A Licensed Roof Inspector Has a License and Insurance
It’s important to find out if your state requires roofers to have licenses. Obtain a copy of the contractor’s license and liability insurance. Hiring a contractor without the right license or insurance is a bad idea.
Overblown or Farfetched Damage
Your roof might not need the work a contractor says it does if he or she exaggerate the damage they assess. In some cases, roofers intentionally damage a roof during a free inspection so they can charge more for the entire job. A reputable and licensed roof inspector wouldn’t do this.
Find out if a roofer is legitimate by checking online reviews. Do some personal investigation by researching what the damage is, how it happened, and how to fix it after the roof inspector leaves. If you’re going to hire a contractor, get at least one more opinion.
You Might Receive the Lowest Bid Ever
If a contractor gives you a lower estimate than other contractors, it’s probably too good to be true. The price of a project usually increases over the life of the job if a contractor bids low at the very beginning.
Make sure you get at least three bids on your roof project so you can compare prices. Ask roofers what they plan to fix or replace, and make sure you receive detailed and specific information. Be sure you have a contract outlining any possible price changes from your licensed roof inspector, as well as the terms for those changes in advance.
Be Alert to ‘Cash Only’ Services
Any contractor who asks for cash payment — or offers a discount for cash payment — should be avoided. You’re at risk of losing your money if a contractor takes your cash payment upfront and leaves the job without doing any work.
A Licensed Roof Inspector is Not a ‘Storm Tracker’
Some roofers chase storms, which means they go to areas hit by severe weather to drum up business. Sometimes called “storm trackers” or “storm chasers,” they offer free roof inspections after noticing roof damage. There’s a chance this type of roofer says he or she is working on another roof in your neighborhood. It’s not unusual for a storm chaser to collect a down payment or do poor work (or both) and then leave town before getting fully paid (or finishing the entire job for that matter).
Roofers who approach homeowners by going door to door should be vetted. Most successful roofing contractors don’t knock on doors. After a storm, your first call should be to your insurance company. You’ll be told what your insurance will cover by an adjuster. After that, you can search for a licensed roof inspector and contractor whom you can trust.
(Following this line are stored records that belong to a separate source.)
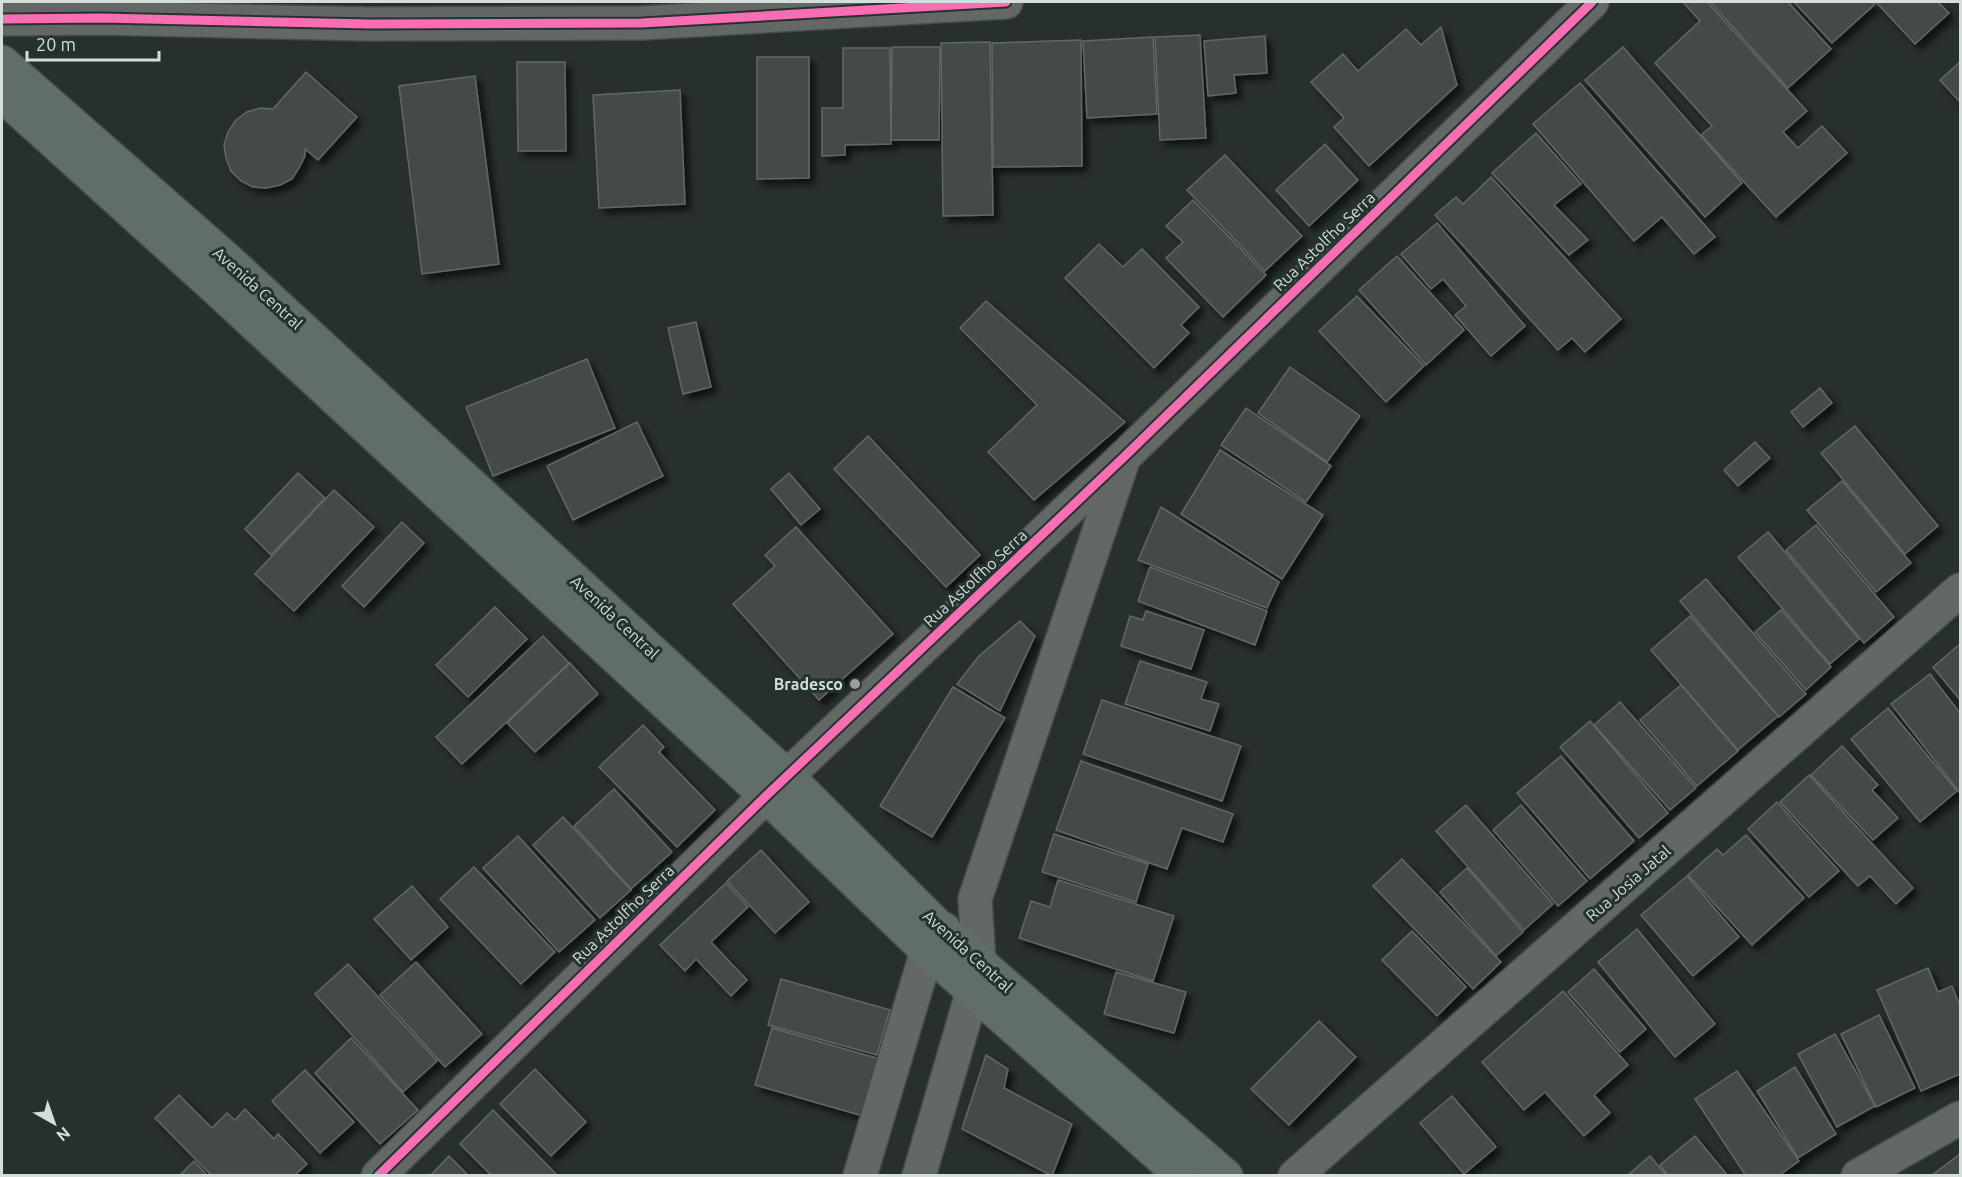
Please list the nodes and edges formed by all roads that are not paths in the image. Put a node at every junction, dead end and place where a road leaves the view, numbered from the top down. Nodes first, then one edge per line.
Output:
1 (1006, 2) edge
2 (1592, 2) edge
3 (643, 12) edge
4 (2, 19) edge
5 (2, 62) edge
6 (2, 95) edge
7 (1124, 457) junction
8 (1960, 590) edge
9 (776, 786) junction
10 (975, 899) junction
11 (935, 940) junction
12 (976, 976) junction
13 (1960, 1118) edge
14 (378, 1176) edge
15 (860, 1176) edge
16 (919, 1176) edge
17 (1182, 1176) edge
18 (1226, 1176) edge
19 (1295, 1176) edge
20 (1858, 1176) edge

1 - 3 street
2 - 7 street, Rua Astolfho Serra
3 - 4 street
5 - 9 main road, Avenida Central
6 - 9 main road, Avenida Central
7 - 9 street, Rua Astolfho Serra
7 - 10 street
8 - 19 street, Rua Josia Jatal
9 - 11 main road, Avenida Central
9 - 14 street, Rua Astolfho Serra
10 - 11 street
10 - 12 street
11 - 12 main road, Avenida Central
11 - 15 street
12 - 16 street
12 - 17 main road, Avenida Central
12 - 18 main road, Avenida Central
13 - 20 street

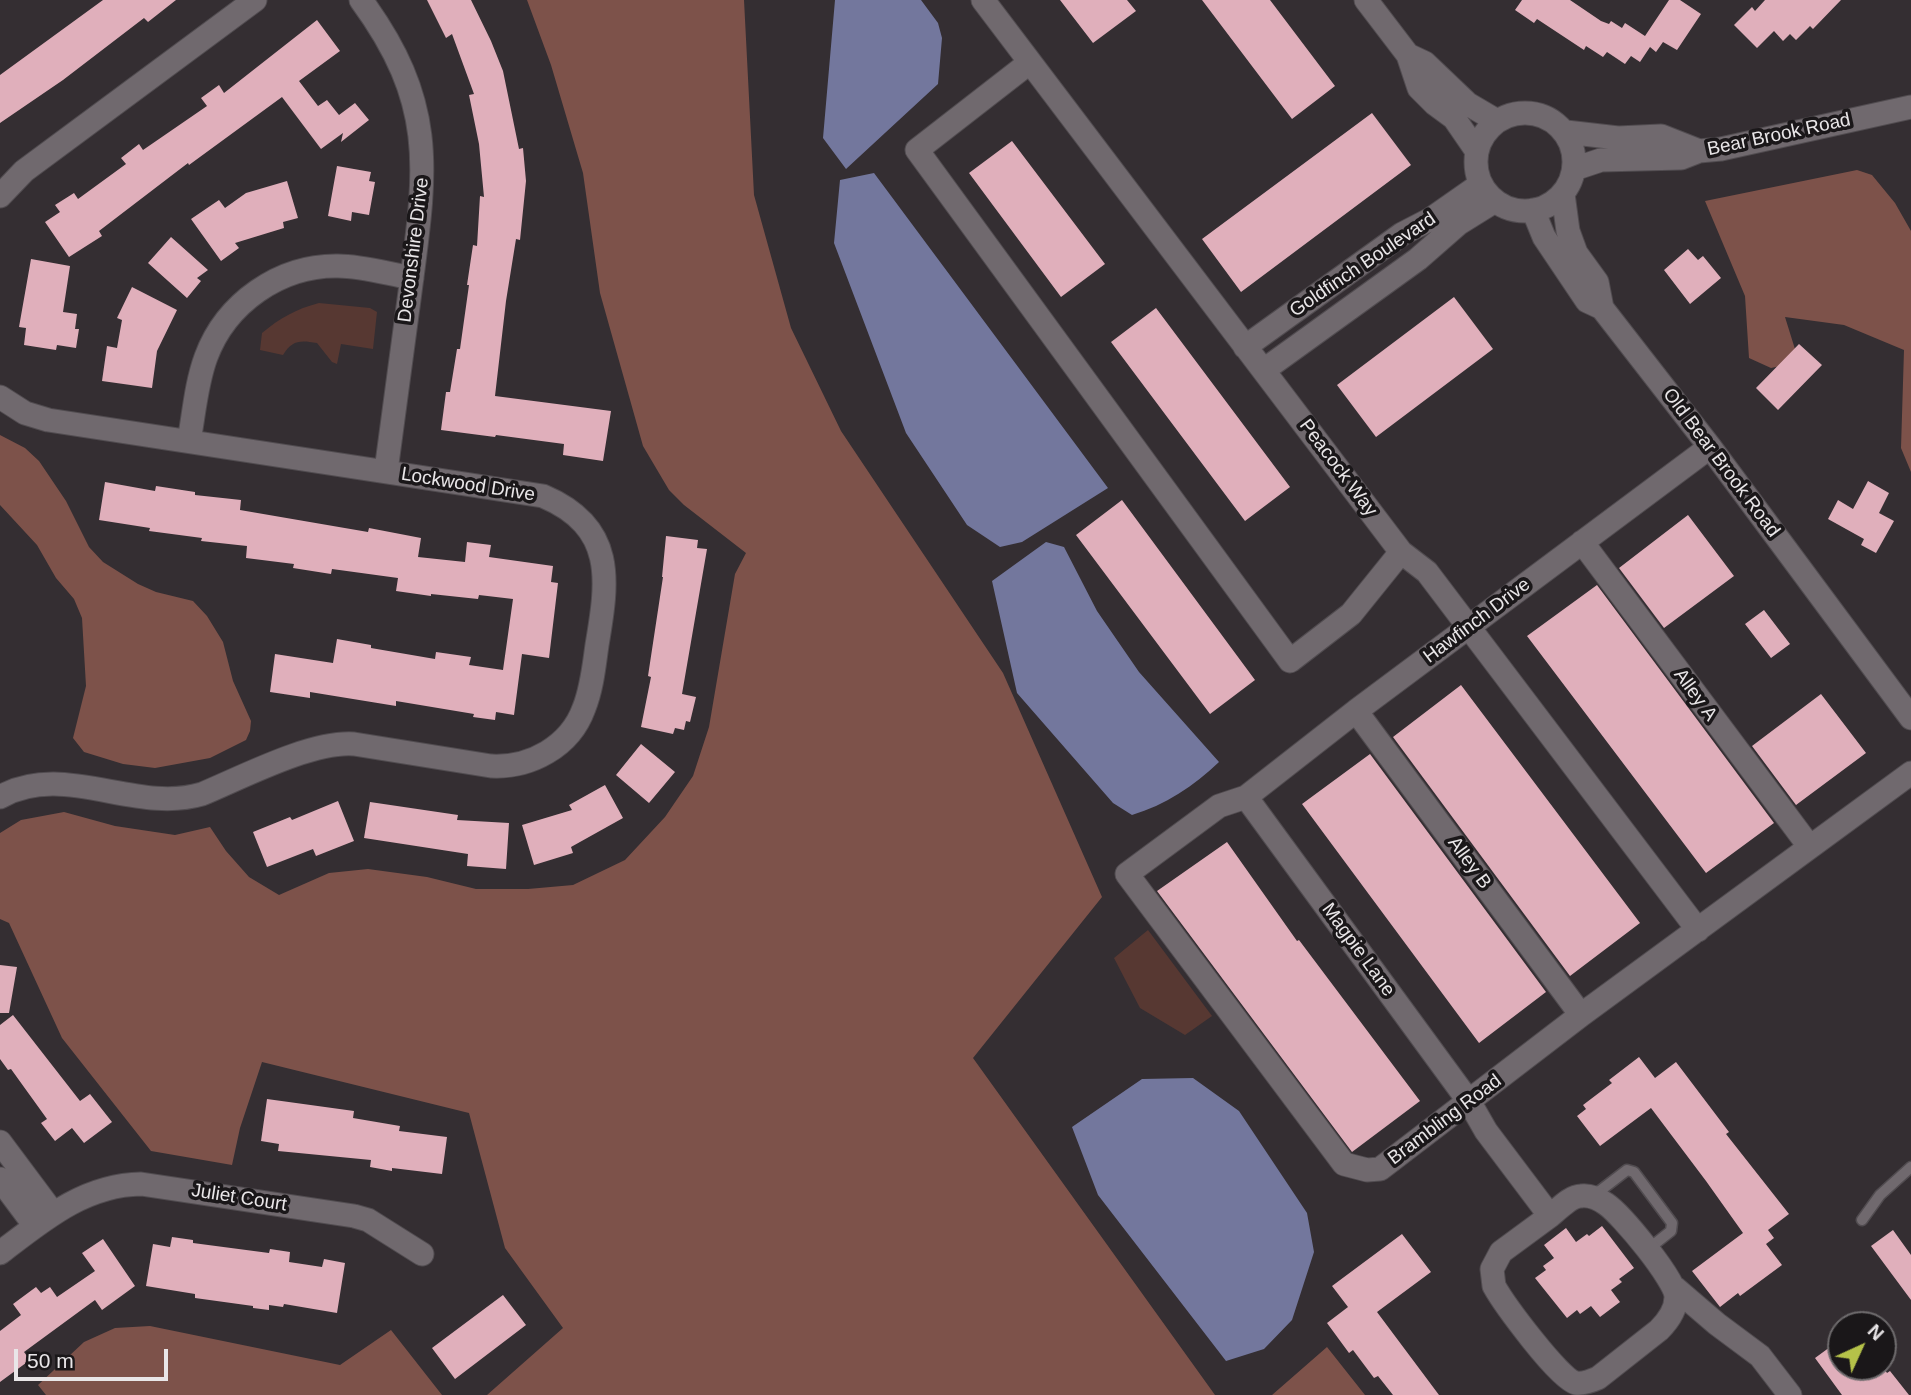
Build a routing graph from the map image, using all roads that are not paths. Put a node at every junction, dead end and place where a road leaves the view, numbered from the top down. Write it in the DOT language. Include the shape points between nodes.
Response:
graph roads {
  1 [pos="255,0"];
  2 [pos="361,0"];
  3 [pos="983,0"];
  4 [pos="1366,0"];
  5 [pos="1408,55"];
  6 [pos="1029,63"];
  7 [pos="1911,107"];
  8 [pos="1497,121"];
  9 [pos="1566,132"];
  10 [pos="1475,150"];
  11 [pos="1699,151"];
  12 [pos="1574,169"];
  13 [pos="1488,193"];
  14 [pos="1563,194"];
  15 [pos="0,196"];
  16 [pos="1533,210"];
  17 [pos="412,278"];
  18 [pos="1602,308"];
  19 [pos="1245,347"];
  20 [pos="1264,370"];
  21 [pos="0,397"];
  22 [pos="189,441"];
  23 [pos="1710,447"];
  24 [pos="386,471"];
  25 [pos="1582,542"];
  26 [pos="1401,552"];
  27 [pos="1469,627"];
  28 [pos="1356,711"];
  29 [pos="1911,718"];
  30 [pos="1911,773"];
  31 [pos="0,797"];
  32 [pos="1246,797"];
  33 [pos="1808,846"];
  34 [pos="1698,930"];
  35 [pos="1581,1015"];
  36 [pos="1470,1103"];
  37 [pos="0,1142"];
  38 [pos="1911,1167"];
  39 [pos="0,1179"];
  40 [pos="1592,1197"];
  41 [pos="1550,1216"];
  42 [pos="44,1220"];
  43 [pos="1862,1220"];
  44 [pos="1647,1250"];
  45 [pos="0,1253"];
  46 [pos="422,1254"];
  47 [pos="1675,1288"];
  48 [pos="1790,1395"];
  1 -- 15 [label="street" via="24,171"];
  2 -- 17 [label="street, Devonshire Drive" via="398,59 419,124 423,183"];
  3 -- 6 [label="street, Peacock Way"];
  4 -- 5 [label="street"];
  5 -- 8 [label="street" via="1425,63 1468,103"];
  5 -- 10 [label="street" via="1419,88 1454,118"];
  6 -- 19 [label="street, Peacock Way"];
  6 -- 26 [label="street" via="917,150 1290,661 1352,614"];
  7 -- 11 [label="street, Bear Brook Road"];
  8 -- 9 [label="street, Bear Brook Road" via="1529,113 1545,117"];
  8 -- 10 [label="street" via="1483,132"];
  9 -- 11 [label="street, Bear Brook Road" via="1618,138 1661,135"];
  9 -- 12 [label="street"];
  10 -- 13 [label="street" via="1476,170"];
  11 -- 12 [label="street" via="1681,158 1601,160"];
  12 -- 14 [label="street"];
  13 -- 16 [label="street" via="1509,209"];
  13 -- 19 [label="street, Goldfinch Boulevard" via="1402,234"];
  13 -- 20 [label="street, Goldfinch Boulevard" via="1418,259"];
  14 -- 16 [label="street"];
  14 -- 18 [label="street, Old Bear Brook Road" via="1568,231 1576,253 1597,282"];
  16 -- 18 [label="street" via="1544,237 1587,301"];
  17 -- 22 [label="street" via="327,266 291,273 258,290 231,314 211,345 202,368"];
  17 -- 24 [label="street, Devonshire Drive"];
  18 -- 23 [label="street, Old Bear Brook Road"];
  19 -- 20 [label="street, Peacock Way"];
  20 -- 26 [label="street, Peacock Way"];
  21 -- 22 [label="street, Lockwood Drive" via="17,410 40,418"];
  22 -- 24 [label="street, Lockwood Drive"];
  23 -- 25 [label="street, Hawfinch Drive"];
  23 -- 29 [label="street, Old Bear Brook Road"];
  24 -- 31 [label="street, Lockwood Drive" via="543,496 572,512 593,537 606,576 603,613 586,705 575,727 558,744 530,761 499,766 333,744 182,799 51,783"];
  25 -- 27 [label="street, Hawfinch Drive"];
  25 -- 33 [label="street, Alley A"];
  26 -- 27 [label="street, Peacock Way" via="1427,572"];
  27 -- 28 [label="street, Hawfinch Drive"];
  27 -- 34 [label="street, Peacock Way"];
  28 -- 32 [label="street, Hawfinch Drive"];
  28 -- 35 [label="street, Alley B"];
  30 -- 33 [label="street, Brambling Road"];
  32 -- 36 [label="street, Magpie Lane"];
  32 -- 36 [label="street, Brambling Road" via="1219,806 1127,874 1344,1164 1380,1169"];
  33 -- 34 [label="street, Brambling Road"];
  34 -- 35 [label="street, Brambling Road"];
  35 -- 36 [label="street, Brambling Road"];
  36 -- 41 [label="street, Magpie Lane"];
  37 -- 42 [label="street"];
  38 -- 43 [label="lane" via="1880,1195"];
  39 -- 42 [label="street"];
  40 -- 41 [label="street" via="1577,1196"];
  40 -- 44 [label="street" via="1614,1210"];
  40 -- 44 [label="lane" via="1627,1170 1634,1172 1672,1223 1671,1231"];
  41 -- 47 [label="street" via="1500,1252 1492,1278 1499,1296 1559,1372 1575,1383 1598,1378 1659,1330 1674,1310"];
  42 -- 45 [label="street, Juliet Court"];
  42 -- 46 [label="street, Juliet Court" via="83,1196 107,1188 158,1185 354,1216"];
  44 -- 47 [label="street"];
  47 -- 48 [label="street" via="1760,1356"];
}
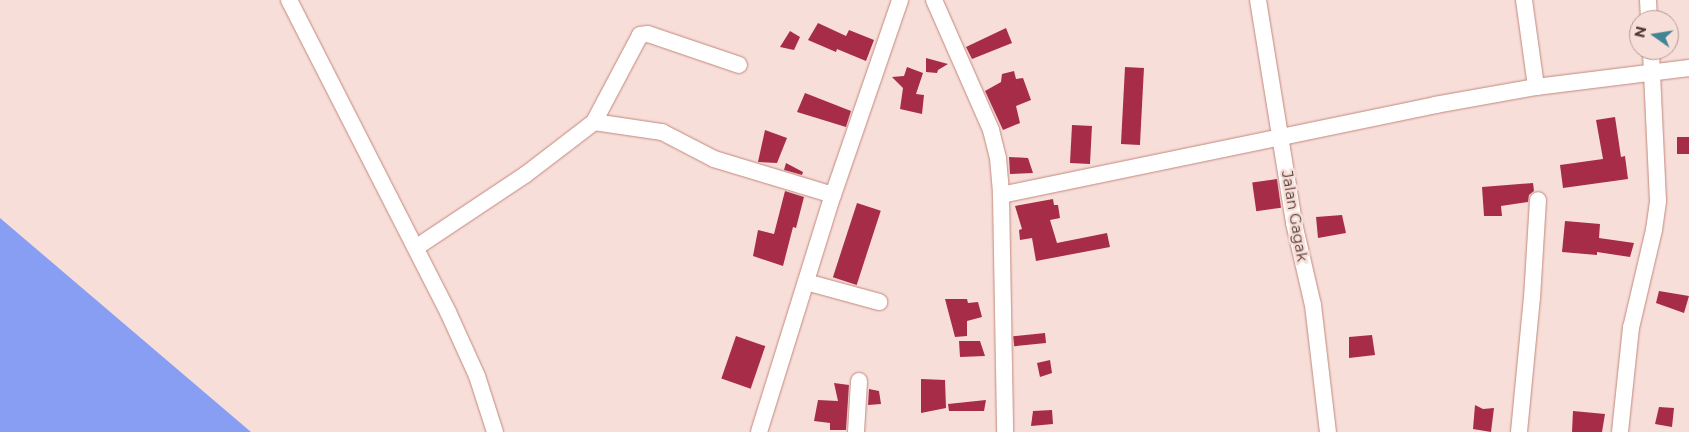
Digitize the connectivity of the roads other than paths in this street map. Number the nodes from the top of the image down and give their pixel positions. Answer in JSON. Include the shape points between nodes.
{"nodes":[{"id":1,"x":289,"y":0,"type":"edge"},
{"id":2,"x":900,"y":0,"type":"edge"},
{"id":3,"x":934,"y":0,"type":"edge"},
{"id":4,"x":1258,"y":0,"type":"edge"},
{"id":5,"x":1524,"y":0,"type":"edge"},
{"id":6,"x":1652,"y":60,"type":"edge"},
{"id":7,"x":739,"y":65,"type":"dead end"},
{"id":8,"x":1689,"y":68,"type":"edge"},
{"id":9,"x":1653,"y":72,"type":"junction"},
{"id":10,"x":1536,"y":87,"type":"junction"},
{"id":11,"x":594,"y":122,"type":"junction"},
{"id":12,"x":1282,"y":139,"type":"junction"},
{"id":13,"x":833,"y":195,"type":"junction"},
{"id":14,"x":1001,"y":196,"type":"junction"},
{"id":15,"x":1538,"y":200,"type":"dead end"},
{"id":16,"x":417,"y":247,"type":"junction"},
{"id":17,"x":806,"y":282,"type":"junction"},
{"id":18,"x":879,"y":302,"type":"dead end"},
{"id":19,"x":859,"y":381,"type":"dead end"},
{"id":20,"x":495,"y":432,"type":"edge"},
{"id":21,"x":759,"y":432,"type":"edge"},
{"id":22,"x":856,"y":432,"type":"edge"},
{"id":23,"x":1005,"y":432,"type":"edge"},
{"id":24,"x":1328,"y":432,"type":"edge"},
{"id":25,"x":1519,"y":432,"type":"edge"},
{"id":26,"x":1620,"y":432,"type":"edge"}],
"edges":[{"from":1,"to":16,"type":"street"},
{"from":2,"to":13,"type":"street"},
{"from":3,"to":14,"type":"street","via":[[991,130],[998,158]]},
{"from":4,"to":12,"type":"street","name":"Jalan Gagak"},
{"from":5,"to":10,"type":"street"},
{"from":6,"to":9,"type":"street"},
{"from":7,"to":11,"type":"street","via":[[648,34],[640,35]]},
{"from":8,"to":9,"type":"street"},
{"from":9,"to":10,"type":"street"},
{"from":9,"to":26,"type":"street","via":[[1658,202],[1630,328]]},
{"from":10,"to":12,"type":"street"},
{"from":11,"to":13,"type":"street","via":[[662,132],[714,159]]},
{"from":11,"to":16,"type":"street","via":[[526,175]]},
{"from":12,"to":14,"type":"street"},
{"from":12,"to":24,"type":"street","name":"Jalan Gagak","via":[[1294,223],[1313,305]]},
{"from":13,"to":17,"type":"street"},
{"from":14,"to":23,"type":"street"},
{"from":15,"to":25,"type":"street"},
{"from":16,"to":20,"type":"street","via":[[477,376]]},
{"from":17,"to":18,"type":"street"},
{"from":17,"to":21,"type":"street"},
{"from":19,"to":22,"type":"street"}]}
Permits are Required from the Homeowner
Permits should always be secured by a contractor — not a homeowner. Roofers who ask homeowners to pull permits may not be eligible, or they have worn out their welcome at the permit office.
Supplies at a Discount
Sometimes contractors will give you a discount if you use “leftover” or discarded materials. There’s no guarantee these “special deals” will last for decades. Consider getting quotes from at least three roofers and researching the materials and supplies they use.
A Licensed Roof Inspector Drafts Legitimate Contracts
Make sure you find a different contractor if your roofer wants to do the work without a contract. You’re protected from price increases and no-show jobs with a contract. It outlines the work line-item by line-item and how the work will be paid.
Roofers and other contractors who pressure you to sign a contract should be viewed with some skepticism, though there are specific exceptions to this rule. After a national shift in the economy or commodity prices, the cost of materials can fluctuate, or sometimes they’ll only be available for a short period. You should still get other estimates before signing anything. When it comes to hiring a licensed roof inspector, make sure you’re confident.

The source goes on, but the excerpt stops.